INPUT FOR THIS TASK:
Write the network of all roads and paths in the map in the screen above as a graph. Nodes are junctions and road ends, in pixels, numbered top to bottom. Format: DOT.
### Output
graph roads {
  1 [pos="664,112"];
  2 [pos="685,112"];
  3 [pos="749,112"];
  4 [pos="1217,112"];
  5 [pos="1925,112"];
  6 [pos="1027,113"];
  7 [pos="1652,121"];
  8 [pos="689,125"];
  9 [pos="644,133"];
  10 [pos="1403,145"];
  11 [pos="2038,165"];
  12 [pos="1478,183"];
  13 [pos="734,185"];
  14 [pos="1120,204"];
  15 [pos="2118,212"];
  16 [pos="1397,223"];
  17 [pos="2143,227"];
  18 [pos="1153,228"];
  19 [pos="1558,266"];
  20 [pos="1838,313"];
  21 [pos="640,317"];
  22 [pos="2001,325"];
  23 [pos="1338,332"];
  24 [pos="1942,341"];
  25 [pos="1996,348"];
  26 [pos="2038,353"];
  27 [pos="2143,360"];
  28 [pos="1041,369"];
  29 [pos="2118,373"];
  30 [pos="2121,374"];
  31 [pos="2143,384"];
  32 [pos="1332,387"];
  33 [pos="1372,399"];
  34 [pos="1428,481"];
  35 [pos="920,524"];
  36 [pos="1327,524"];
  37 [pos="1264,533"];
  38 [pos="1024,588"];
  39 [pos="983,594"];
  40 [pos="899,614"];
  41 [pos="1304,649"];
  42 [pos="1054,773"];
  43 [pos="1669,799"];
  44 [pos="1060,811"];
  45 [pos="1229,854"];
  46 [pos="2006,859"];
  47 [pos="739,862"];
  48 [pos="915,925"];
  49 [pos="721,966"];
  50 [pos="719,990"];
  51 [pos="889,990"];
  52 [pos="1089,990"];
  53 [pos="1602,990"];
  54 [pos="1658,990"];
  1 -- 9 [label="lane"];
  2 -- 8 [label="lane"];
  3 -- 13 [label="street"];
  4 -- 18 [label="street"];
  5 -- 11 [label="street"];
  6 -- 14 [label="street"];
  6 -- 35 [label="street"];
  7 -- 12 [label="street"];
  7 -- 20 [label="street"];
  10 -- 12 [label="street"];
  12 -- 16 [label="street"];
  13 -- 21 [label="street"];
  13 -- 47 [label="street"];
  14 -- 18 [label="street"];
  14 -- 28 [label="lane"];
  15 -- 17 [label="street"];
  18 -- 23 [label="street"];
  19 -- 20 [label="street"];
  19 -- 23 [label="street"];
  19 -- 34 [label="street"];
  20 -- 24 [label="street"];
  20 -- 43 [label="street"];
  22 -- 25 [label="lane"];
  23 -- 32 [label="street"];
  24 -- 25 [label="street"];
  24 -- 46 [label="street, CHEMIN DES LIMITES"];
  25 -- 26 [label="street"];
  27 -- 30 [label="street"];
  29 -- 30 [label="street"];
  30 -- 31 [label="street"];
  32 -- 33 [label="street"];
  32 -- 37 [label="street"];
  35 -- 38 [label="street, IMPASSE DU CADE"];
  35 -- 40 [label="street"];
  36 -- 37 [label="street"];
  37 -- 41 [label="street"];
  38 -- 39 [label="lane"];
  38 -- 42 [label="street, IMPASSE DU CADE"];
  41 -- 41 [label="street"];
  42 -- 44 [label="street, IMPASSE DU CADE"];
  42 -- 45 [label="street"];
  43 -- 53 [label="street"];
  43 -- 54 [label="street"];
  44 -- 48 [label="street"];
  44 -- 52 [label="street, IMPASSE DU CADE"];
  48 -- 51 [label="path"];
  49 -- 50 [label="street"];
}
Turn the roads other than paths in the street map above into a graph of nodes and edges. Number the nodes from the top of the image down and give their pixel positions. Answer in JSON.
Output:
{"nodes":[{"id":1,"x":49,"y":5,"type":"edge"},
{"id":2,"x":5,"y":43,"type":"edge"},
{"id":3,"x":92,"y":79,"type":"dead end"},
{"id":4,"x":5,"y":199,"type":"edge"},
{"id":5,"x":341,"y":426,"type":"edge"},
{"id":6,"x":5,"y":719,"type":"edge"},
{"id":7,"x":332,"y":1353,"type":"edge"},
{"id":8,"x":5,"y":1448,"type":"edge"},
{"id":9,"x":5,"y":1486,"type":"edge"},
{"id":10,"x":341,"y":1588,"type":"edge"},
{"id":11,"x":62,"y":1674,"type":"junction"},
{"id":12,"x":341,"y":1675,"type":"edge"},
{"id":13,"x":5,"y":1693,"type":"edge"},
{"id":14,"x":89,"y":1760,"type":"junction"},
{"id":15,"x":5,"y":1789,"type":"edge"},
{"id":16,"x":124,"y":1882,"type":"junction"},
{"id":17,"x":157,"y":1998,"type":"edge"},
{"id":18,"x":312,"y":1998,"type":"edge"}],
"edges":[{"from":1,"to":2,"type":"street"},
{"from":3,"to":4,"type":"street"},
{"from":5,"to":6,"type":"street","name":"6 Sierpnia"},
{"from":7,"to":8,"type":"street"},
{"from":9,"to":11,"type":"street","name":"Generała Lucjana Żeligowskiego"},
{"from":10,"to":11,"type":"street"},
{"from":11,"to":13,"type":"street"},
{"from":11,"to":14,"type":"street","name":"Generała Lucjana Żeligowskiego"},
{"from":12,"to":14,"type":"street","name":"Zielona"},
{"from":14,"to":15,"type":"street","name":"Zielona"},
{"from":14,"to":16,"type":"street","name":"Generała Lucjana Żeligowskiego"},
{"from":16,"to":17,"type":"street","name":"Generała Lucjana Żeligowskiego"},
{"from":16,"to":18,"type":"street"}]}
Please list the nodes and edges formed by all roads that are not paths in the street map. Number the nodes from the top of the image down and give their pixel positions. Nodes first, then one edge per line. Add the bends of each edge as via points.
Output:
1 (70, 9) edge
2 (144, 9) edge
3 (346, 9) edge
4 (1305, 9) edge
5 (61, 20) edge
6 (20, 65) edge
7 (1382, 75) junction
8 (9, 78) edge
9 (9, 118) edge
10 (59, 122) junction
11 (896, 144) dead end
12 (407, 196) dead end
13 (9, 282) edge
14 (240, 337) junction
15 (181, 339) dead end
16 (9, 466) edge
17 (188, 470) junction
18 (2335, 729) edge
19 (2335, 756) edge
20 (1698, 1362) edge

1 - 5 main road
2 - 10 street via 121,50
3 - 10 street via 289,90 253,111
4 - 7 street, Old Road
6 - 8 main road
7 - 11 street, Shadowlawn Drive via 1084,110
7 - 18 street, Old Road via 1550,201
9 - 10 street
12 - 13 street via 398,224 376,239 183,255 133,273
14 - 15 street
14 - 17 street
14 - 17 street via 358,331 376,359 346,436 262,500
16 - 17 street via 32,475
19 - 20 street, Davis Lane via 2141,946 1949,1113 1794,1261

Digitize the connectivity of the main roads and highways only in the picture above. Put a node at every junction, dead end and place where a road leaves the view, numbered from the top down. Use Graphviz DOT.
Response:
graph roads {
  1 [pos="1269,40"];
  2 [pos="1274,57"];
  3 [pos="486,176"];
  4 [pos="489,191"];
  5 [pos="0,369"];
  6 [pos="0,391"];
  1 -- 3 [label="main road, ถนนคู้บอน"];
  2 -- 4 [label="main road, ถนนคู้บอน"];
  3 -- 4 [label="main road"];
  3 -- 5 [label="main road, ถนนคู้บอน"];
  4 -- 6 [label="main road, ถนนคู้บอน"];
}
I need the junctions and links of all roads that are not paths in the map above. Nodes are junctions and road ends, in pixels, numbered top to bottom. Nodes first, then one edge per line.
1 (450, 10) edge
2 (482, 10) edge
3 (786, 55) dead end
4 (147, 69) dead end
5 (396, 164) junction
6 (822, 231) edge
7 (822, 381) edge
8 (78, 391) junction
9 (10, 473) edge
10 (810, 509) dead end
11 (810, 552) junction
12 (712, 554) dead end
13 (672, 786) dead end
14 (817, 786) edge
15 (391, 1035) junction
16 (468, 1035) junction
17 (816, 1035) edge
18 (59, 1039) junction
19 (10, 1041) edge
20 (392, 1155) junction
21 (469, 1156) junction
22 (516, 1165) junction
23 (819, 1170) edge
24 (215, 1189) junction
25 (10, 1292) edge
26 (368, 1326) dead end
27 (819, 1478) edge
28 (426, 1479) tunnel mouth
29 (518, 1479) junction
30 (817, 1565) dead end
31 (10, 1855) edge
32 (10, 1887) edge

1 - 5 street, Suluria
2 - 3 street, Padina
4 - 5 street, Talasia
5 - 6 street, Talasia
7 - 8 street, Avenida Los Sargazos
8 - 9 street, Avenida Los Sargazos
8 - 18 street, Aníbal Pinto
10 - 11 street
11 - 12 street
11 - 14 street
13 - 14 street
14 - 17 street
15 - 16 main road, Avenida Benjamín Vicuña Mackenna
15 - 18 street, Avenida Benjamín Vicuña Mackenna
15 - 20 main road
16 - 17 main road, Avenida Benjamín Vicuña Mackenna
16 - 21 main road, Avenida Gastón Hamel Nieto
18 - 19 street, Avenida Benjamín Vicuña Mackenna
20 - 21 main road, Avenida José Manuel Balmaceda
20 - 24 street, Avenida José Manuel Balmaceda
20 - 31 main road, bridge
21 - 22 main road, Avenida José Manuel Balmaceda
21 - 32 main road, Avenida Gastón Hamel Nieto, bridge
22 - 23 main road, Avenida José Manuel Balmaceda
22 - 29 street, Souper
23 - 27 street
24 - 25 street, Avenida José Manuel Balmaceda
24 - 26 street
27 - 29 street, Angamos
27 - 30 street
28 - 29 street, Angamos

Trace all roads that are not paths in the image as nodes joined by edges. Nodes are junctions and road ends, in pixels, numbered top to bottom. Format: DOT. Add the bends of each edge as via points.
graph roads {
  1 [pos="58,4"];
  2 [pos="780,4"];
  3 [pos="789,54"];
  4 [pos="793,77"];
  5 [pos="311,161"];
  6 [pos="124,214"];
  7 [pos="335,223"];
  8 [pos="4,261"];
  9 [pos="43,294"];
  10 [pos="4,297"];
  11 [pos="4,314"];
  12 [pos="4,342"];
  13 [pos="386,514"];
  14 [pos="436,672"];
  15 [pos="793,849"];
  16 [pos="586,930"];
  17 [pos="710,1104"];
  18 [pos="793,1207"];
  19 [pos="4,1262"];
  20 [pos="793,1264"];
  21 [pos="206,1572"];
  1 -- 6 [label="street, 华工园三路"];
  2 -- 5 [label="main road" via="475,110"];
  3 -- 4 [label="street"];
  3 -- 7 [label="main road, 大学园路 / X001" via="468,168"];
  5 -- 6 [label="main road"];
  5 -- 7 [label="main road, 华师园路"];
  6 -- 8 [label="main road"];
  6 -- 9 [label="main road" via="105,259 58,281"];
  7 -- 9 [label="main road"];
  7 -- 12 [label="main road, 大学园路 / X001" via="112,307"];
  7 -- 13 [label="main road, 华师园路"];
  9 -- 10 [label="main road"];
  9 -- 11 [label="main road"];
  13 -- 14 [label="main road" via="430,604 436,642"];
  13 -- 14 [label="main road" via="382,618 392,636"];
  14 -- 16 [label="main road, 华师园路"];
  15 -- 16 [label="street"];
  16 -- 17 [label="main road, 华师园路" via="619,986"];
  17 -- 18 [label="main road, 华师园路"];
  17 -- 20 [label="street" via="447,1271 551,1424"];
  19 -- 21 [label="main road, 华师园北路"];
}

ACTIVITY: For the records above, state how many lines include "name", giving no more than the number.

EXERCISE OUTPUT: 7